A few days after, Tom was standing musing by the bal­conies, when he was joined by Adolph, who, since the death of his master, had been entirely crestfallen and dis­consolate. Adolph knew that he had always been an ob­ject of dislike to Marie ; but while his master lived he had paid but little attention to it. Now that he was gone, he had moved about in daily dread and trembling, not know­ing what might befall him next. Marie had held several consultations with her lawyer; after communicating with St. Clare's brother, it was determined to sell the place, and all the servants, except her own personal property, and these she intended to take with her, and go back to her father's plantation.

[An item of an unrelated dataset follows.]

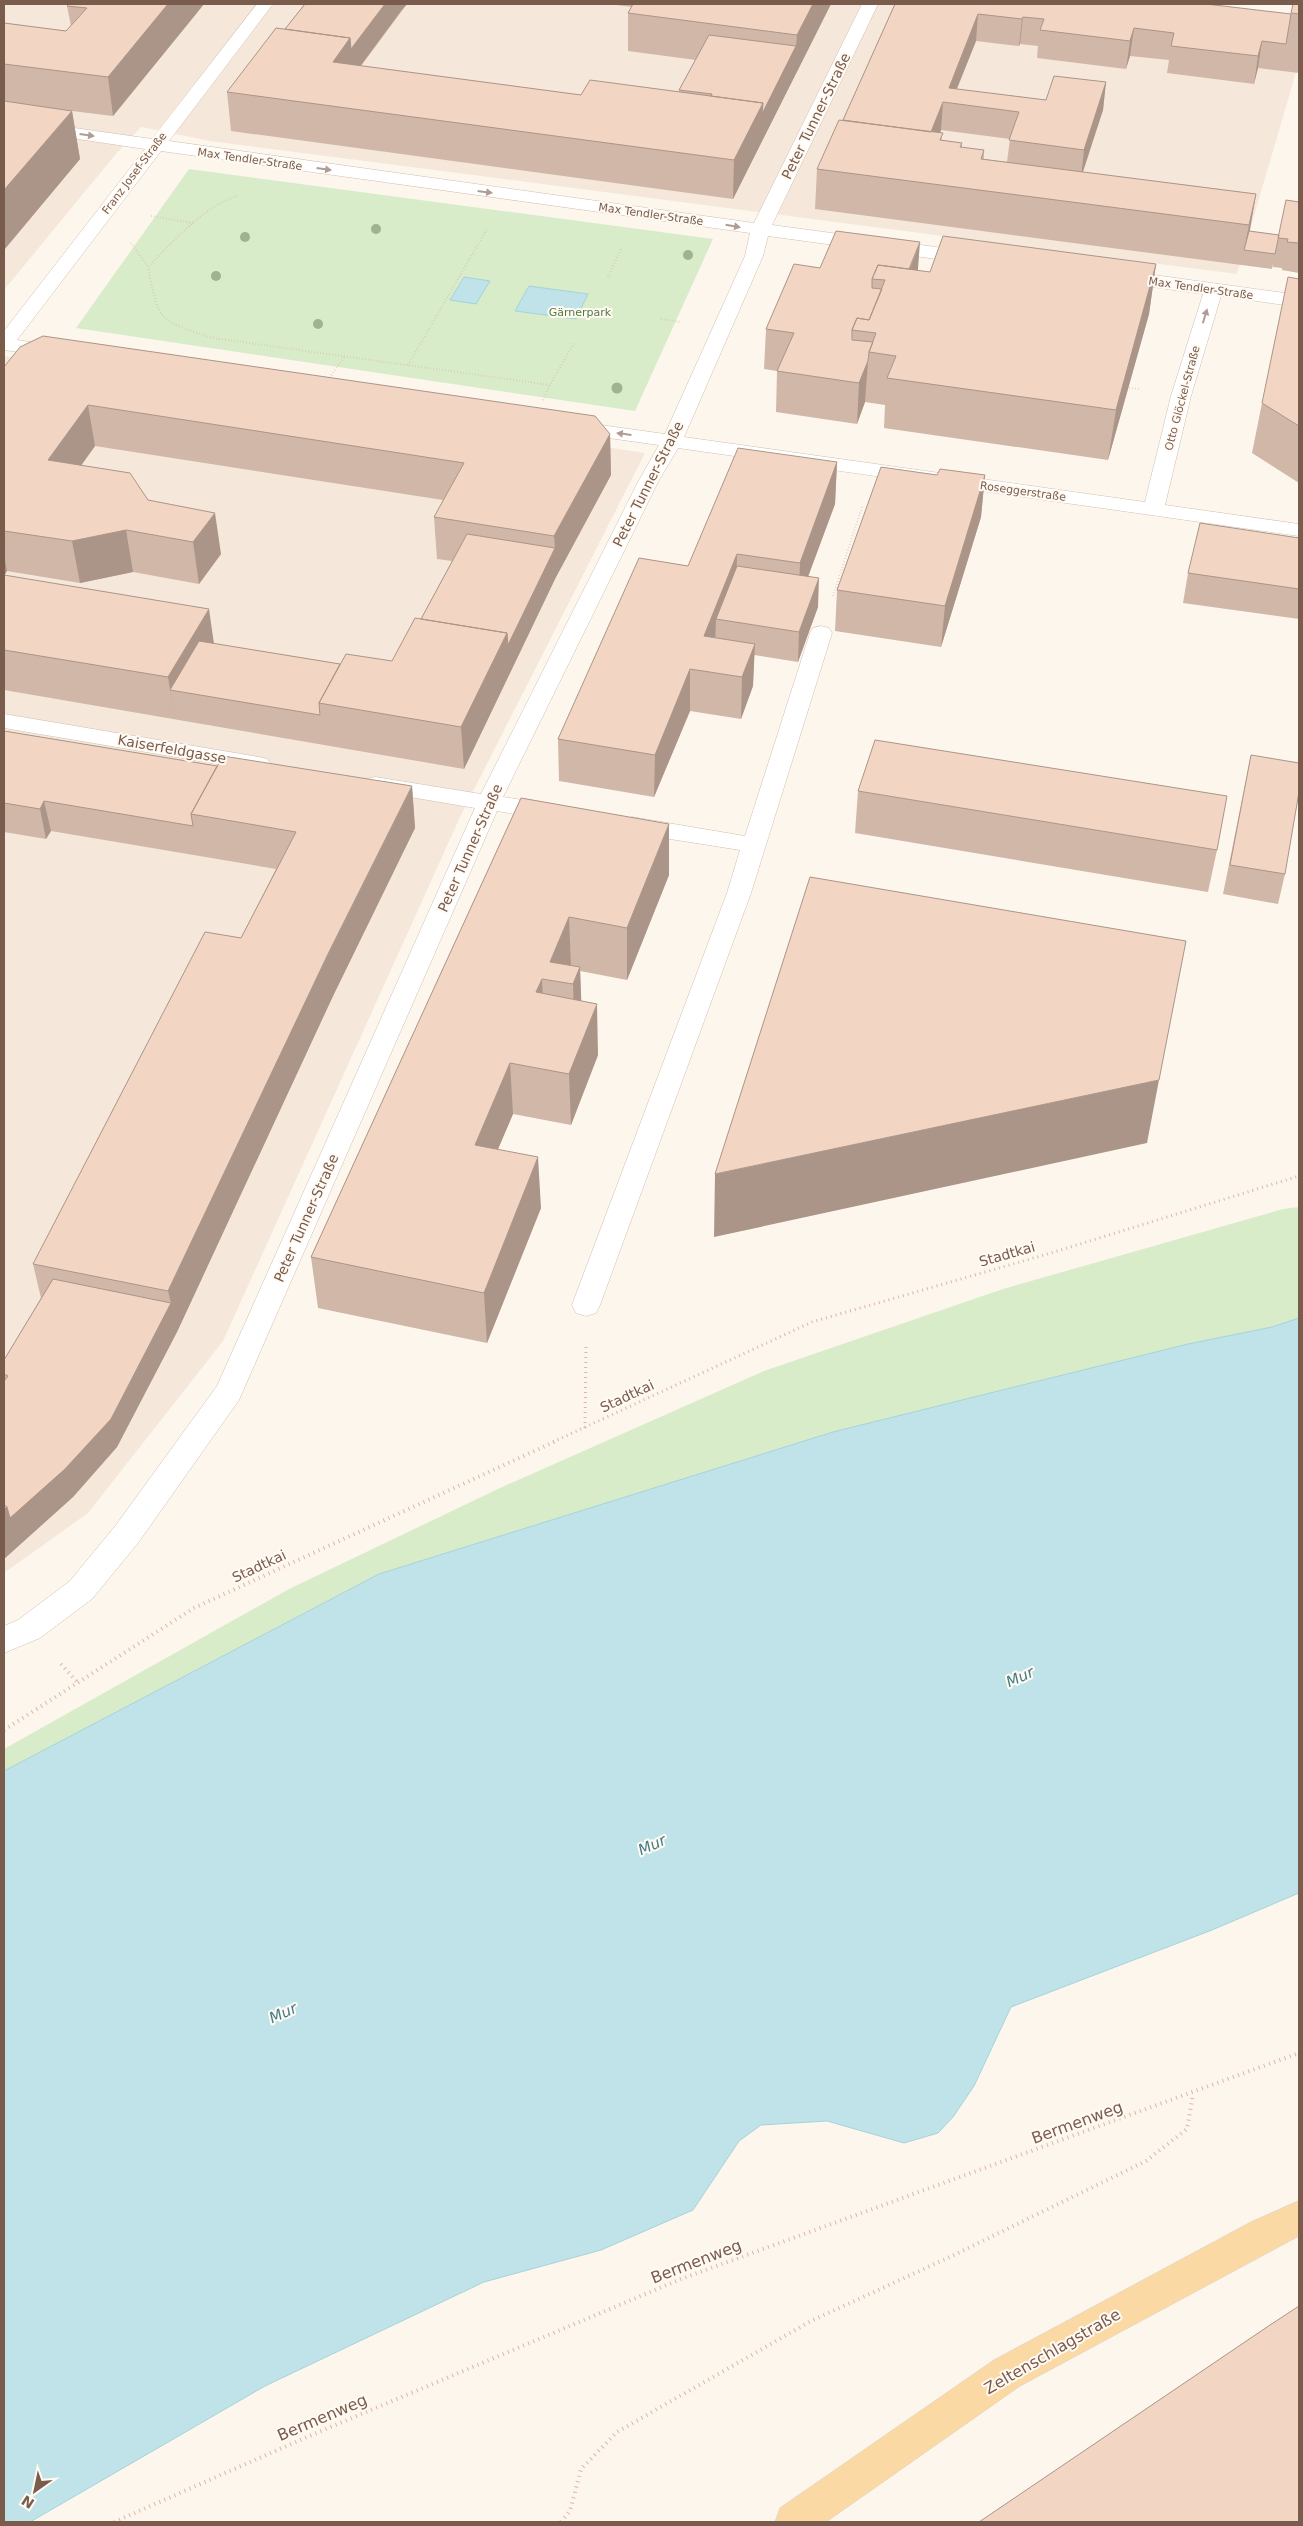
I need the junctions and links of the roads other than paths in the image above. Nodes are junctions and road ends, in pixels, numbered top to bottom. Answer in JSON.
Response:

" Do ye know, Tom, that we 've all got to be sold ?': said Adolph.
" How did you hear that ? " said Tom.
"I hid myself behind the curtains when Missis was talking with the lawyer. In a few days we shall all be sent off to auction, Tom."
" The Lord's will be done ! " said Tom, folding his arms and sighing heavily.
" We '11 never get another such a master," said Adolph, apprehensively; " but I 'd rather be sold than take my chance under Missis."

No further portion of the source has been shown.